MATERIAL PROVIDED section start

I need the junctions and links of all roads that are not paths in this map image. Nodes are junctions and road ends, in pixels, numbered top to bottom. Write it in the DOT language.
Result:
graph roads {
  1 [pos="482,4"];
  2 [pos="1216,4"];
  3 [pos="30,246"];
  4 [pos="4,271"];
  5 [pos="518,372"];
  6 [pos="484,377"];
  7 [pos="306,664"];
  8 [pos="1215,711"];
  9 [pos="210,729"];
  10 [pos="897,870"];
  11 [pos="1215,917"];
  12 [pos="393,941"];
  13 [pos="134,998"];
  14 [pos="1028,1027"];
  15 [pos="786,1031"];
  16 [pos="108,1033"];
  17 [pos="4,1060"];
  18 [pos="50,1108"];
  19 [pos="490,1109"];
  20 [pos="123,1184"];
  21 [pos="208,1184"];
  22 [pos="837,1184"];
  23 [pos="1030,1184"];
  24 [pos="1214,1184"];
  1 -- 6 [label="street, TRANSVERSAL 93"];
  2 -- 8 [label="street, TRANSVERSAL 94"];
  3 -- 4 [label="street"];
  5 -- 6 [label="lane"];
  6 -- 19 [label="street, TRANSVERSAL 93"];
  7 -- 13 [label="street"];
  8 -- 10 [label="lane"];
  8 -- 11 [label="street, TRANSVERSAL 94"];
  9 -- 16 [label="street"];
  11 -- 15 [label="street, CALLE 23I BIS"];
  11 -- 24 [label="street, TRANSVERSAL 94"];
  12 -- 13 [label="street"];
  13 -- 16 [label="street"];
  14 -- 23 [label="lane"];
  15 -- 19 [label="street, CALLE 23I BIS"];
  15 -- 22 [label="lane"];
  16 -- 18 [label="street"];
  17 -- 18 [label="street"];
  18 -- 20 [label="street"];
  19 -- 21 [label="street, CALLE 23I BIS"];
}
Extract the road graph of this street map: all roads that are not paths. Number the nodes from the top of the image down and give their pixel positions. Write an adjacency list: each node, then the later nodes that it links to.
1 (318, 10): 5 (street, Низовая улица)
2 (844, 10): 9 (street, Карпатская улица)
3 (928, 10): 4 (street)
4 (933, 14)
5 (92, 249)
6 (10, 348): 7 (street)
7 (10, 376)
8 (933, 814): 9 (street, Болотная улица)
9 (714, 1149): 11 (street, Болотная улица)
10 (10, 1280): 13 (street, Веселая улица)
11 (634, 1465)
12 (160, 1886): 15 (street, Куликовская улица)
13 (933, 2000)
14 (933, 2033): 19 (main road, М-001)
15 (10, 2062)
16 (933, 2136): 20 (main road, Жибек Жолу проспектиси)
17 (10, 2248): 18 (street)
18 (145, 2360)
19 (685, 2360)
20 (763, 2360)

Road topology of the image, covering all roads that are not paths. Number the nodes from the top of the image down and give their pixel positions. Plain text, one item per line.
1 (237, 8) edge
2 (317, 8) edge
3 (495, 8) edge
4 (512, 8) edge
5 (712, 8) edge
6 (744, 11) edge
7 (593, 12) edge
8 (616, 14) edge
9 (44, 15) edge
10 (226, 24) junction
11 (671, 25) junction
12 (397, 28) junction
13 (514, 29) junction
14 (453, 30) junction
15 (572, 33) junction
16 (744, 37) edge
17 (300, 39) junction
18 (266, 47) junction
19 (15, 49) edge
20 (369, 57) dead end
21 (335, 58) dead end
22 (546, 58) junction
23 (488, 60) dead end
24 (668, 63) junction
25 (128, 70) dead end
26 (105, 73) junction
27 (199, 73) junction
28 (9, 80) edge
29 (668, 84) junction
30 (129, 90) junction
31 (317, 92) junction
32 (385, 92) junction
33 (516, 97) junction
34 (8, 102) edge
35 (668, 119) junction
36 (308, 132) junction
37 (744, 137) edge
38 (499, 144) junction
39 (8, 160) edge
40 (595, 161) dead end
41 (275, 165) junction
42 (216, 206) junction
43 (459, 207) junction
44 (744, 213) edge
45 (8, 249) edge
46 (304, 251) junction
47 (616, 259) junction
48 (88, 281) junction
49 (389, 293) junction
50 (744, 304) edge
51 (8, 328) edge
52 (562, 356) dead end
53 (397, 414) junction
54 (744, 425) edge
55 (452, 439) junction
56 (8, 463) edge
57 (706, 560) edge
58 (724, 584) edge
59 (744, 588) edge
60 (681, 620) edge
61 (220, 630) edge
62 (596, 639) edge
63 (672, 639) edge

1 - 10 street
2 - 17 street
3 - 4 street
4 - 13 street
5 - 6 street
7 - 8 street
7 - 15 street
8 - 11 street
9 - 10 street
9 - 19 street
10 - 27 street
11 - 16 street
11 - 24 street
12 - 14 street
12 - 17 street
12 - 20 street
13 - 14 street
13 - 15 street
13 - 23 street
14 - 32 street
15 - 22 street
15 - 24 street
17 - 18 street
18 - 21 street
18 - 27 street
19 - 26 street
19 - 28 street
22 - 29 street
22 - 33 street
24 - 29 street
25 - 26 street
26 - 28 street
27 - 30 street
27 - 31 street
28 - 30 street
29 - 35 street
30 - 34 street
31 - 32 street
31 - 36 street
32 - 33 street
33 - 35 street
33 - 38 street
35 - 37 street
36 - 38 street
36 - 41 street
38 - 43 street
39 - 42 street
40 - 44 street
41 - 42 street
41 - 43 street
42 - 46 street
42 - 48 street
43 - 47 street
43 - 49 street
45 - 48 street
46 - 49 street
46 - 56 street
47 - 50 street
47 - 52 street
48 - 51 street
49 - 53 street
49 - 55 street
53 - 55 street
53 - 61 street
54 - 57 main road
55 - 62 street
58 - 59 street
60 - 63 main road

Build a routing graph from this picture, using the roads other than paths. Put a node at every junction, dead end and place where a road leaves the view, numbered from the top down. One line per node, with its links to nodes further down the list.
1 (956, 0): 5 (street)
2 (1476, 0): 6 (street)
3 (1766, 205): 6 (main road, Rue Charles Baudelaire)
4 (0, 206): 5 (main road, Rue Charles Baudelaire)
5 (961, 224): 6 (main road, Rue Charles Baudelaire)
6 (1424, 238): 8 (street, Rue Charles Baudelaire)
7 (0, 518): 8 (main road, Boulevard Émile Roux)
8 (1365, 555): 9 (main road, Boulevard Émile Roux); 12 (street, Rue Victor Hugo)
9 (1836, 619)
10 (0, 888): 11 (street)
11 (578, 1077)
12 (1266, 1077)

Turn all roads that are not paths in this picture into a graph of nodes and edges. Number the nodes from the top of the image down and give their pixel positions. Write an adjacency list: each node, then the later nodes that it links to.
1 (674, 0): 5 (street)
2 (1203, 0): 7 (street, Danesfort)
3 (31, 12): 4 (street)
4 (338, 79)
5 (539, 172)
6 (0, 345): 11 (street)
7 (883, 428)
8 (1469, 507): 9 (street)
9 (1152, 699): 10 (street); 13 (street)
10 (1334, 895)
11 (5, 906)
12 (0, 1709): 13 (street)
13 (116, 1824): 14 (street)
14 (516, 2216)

MATERIAL PROVIDED section end

- WORK TO BE COMPLETED:
For this exercise, restate each of the entries without any deviation.

- SOLUTION TO THIS TASK:
I need the junctions and links of all roads that are not paths in this map image. Nodes are junctions and road ends, in pixels, numbered top to bottom. Write it in the DOT language.
Result:
graph roads {
  1 [pos="482,4"];
  2 [pos="1216,4"];
  3 [pos="30,246"];
  4 [pos="4,271"];
  5 [pos="518,372"];
  6 [pos="484,377"];
  7 [pos="306,664"];
  8 [pos="1215,711"];
  9 [pos="210,729"];
  10 [pos="897,870"];
  11 [pos="1215,917"];
  12 [pos="393,941"];
  13 [pos="134,998"];
  14 [pos="1028,1027"];
  15 [pos="786,1031"];
  16 [pos="108,1033"];
  17 [pos="4,1060"];
  18 [pos="50,1108"];
  19 [pos="490,1109"];
  20 [pos="123,1184"];
  21 [pos="208,1184"];
  22 [pos="837,1184"];
  23 [pos="1030,1184"];
  24 [pos="1214,1184"];
  1 -- 6 [label="street, TRANSVERSAL 93"];
  2 -- 8 [label="street, TRANSVERSAL 94"];
  3 -- 4 [label="street"];
  5 -- 6 [label="lane"];
  6 -- 19 [label="street, TRANSVERSAL 93"];
  7 -- 13 [label="street"];
  8 -- 10 [label="lane"];
  8 -- 11 [label="street, TRANSVERSAL 94"];
  9 -- 16 [label="street"];
  11 -- 15 [label="street, CALLE 23I BIS"];
  11 -- 24 [label="street, TRANSVERSAL 94"];
  12 -- 13 [label="street"];
  13 -- 16 [label="street"];
  14 -- 23 [label="lane"];
  15 -- 19 [label="street, CALLE 23I BIS"];
  15 -- 22 [label="lane"];
  16 -- 18 [label="street"];
  17 -- 18 [label="street"];
  18 -- 20 [label="street"];
  19 -- 21 [label="street, CALLE 23I BIS"];
}
Extract the road graph of this street map: all roads that are not paths. Number the nodes from the top of the image down and give their pixel positions. Write an adjacency list: each node, then the later nodes that it links to.
1 (318, 10): 5 (street, Низовая улица)
2 (844, 10): 9 (street, Карпатская улица)
3 (928, 10): 4 (street)
4 (933, 14)
5 (92, 249)
6 (10, 348): 7 (street)
7 (10, 376)
8 (933, 814): 9 (street, Болотная улица)
9 (714, 1149): 11 (street, Болотная улица)
10 (10, 1280): 13 (street, Веселая улица)
11 (634, 1465)
12 (160, 1886): 15 (street, Куликовская улица)
13 (933, 2000)
14 (933, 2033): 19 (main road, М-001)
15 (10, 2062)
16 (933, 2136): 20 (main road, Жибек Жолу проспектиси)
17 (10, 2248): 18 (street)
18 (145, 2360)
19 (685, 2360)
20 (763, 2360)

Road topology of the image, covering all roads that are not paths. Number the nodes from the top of the image down and give their pixel positions. Plain text, one item per line.
1 (237, 8) edge
2 (317, 8) edge
3 (495, 8) edge
4 (512, 8) edge
5 (712, 8) edge
6 (744, 11) edge
7 (593, 12) edge
8 (616, 14) edge
9 (44, 15) edge
10 (226, 24) junction
11 (671, 25) junction
12 (397, 28) junction
13 (514, 29) junction
14 (453, 30) junction
15 (572, 33) junction
16 (744, 37) edge
17 (300, 39) junction
18 (266, 47) junction
19 (15, 49) edge
20 (369, 57) dead end
21 (335, 58) dead end
22 (546, 58) junction
23 (488, 60) dead end
24 (668, 63) junction
25 (128, 70) dead end
26 (105, 73) junction
27 (199, 73) junction
28 (9, 80) edge
29 (668, 84) junction
30 (129, 90) junction
31 (317, 92) junction
32 (385, 92) junction
33 (516, 97) junction
34 (8, 102) edge
35 (668, 119) junction
36 (308, 132) junction
37 (744, 137) edge
38 (499, 144) junction
39 (8, 160) edge
40 (595, 161) dead end
41 (275, 165) junction
42 (216, 206) junction
43 (459, 207) junction
44 (744, 213) edge
45 (8, 249) edge
46 (304, 251) junction
47 (616, 259) junction
48 (88, 281) junction
49 (389, 293) junction
50 (744, 304) edge
51 (8, 328) edge
52 (562, 356) dead end
53 (397, 414) junction
54 (744, 425) edge
55 (452, 439) junction
56 (8, 463) edge
57 (706, 560) edge
58 (724, 584) edge
59 (744, 588) edge
60 (681, 620) edge
61 (220, 630) edge
62 (596, 639) edge
63 (672, 639) edge

1 - 10 street
2 - 17 street
3 - 4 street
4 - 13 street
5 - 6 street
7 - 8 street
7 - 15 street
8 - 11 street
9 - 10 street
9 - 19 street
10 - 27 street
11 - 16 street
11 - 24 street
12 - 14 street
12 - 17 street
12 - 20 street
13 - 14 street
13 - 15 street
13 - 23 street
14 - 32 street
15 - 22 street
15 - 24 street
17 - 18 street
18 - 21 street
18 - 27 street
19 - 26 street
19 - 28 street
22 - 29 street
22 - 33 street
24 - 29 street
25 - 26 street
26 - 28 street
27 - 30 street
27 - 31 street
28 - 30 street
29 - 35 street
30 - 34 street
31 - 32 street
31 - 36 street
32 - 33 street
33 - 35 street
33 - 38 street
35 - 37 street
36 - 38 street
36 - 41 street
38 - 43 street
39 - 42 street
40 - 44 street
41 - 42 street
41 - 43 street
42 - 46 street
42 - 48 street
43 - 47 street
43 - 49 street
45 - 48 street
46 - 49 street
46 - 56 street
47 - 50 street
47 - 52 street
48 - 51 street
49 - 53 street
49 - 55 street
53 - 55 street
53 - 61 street
54 - 57 main road
55 - 62 street
58 - 59 street
60 - 63 main road

Build a routing graph from this picture, using the roads other than paths. Put a node at every junction, dead end and place where a road leaves the view, numbered from the top down. One line per node, with its links to nodes further down the list.
1 (956, 0): 5 (street)
2 (1476, 0): 6 (street)
3 (1766, 205): 6 (main road, Rue Charles Baudelaire)
4 (0, 206): 5 (main road, Rue Charles Baudelaire)
5 (961, 224): 6 (main road, Rue Charles Baudelaire)
6 (1424, 238): 8 (street, Rue Charles Baudelaire)
7 (0, 518): 8 (main road, Boulevard Émile Roux)
8 (1365, 555): 9 (main road, Boulevard Émile Roux); 12 (street, Rue Victor Hugo)
9 (1836, 619)
10 (0, 888): 11 (street)
11 (578, 1077)
12 (1266, 1077)

Turn all roads that are not paths in this picture into a graph of nodes and edges. Number the nodes from the top of the image down and give their pixel positions. Write an adjacency list: each node, then the later nodes that it links to.
1 (674, 0): 5 (street)
2 (1203, 0): 7 (street, Danesfort)
3 (31, 12): 4 (street)
4 (338, 79)
5 (539, 172)
6 (0, 345): 11 (street)
7 (883, 428)
8 (1469, 507): 9 (street)
9 (1152, 699): 10 (street); 13 (street)
10 (1334, 895)
11 (5, 906)
12 (0, 1709): 13 (street)
13 (116, 1824): 14 (street)
14 (516, 2216)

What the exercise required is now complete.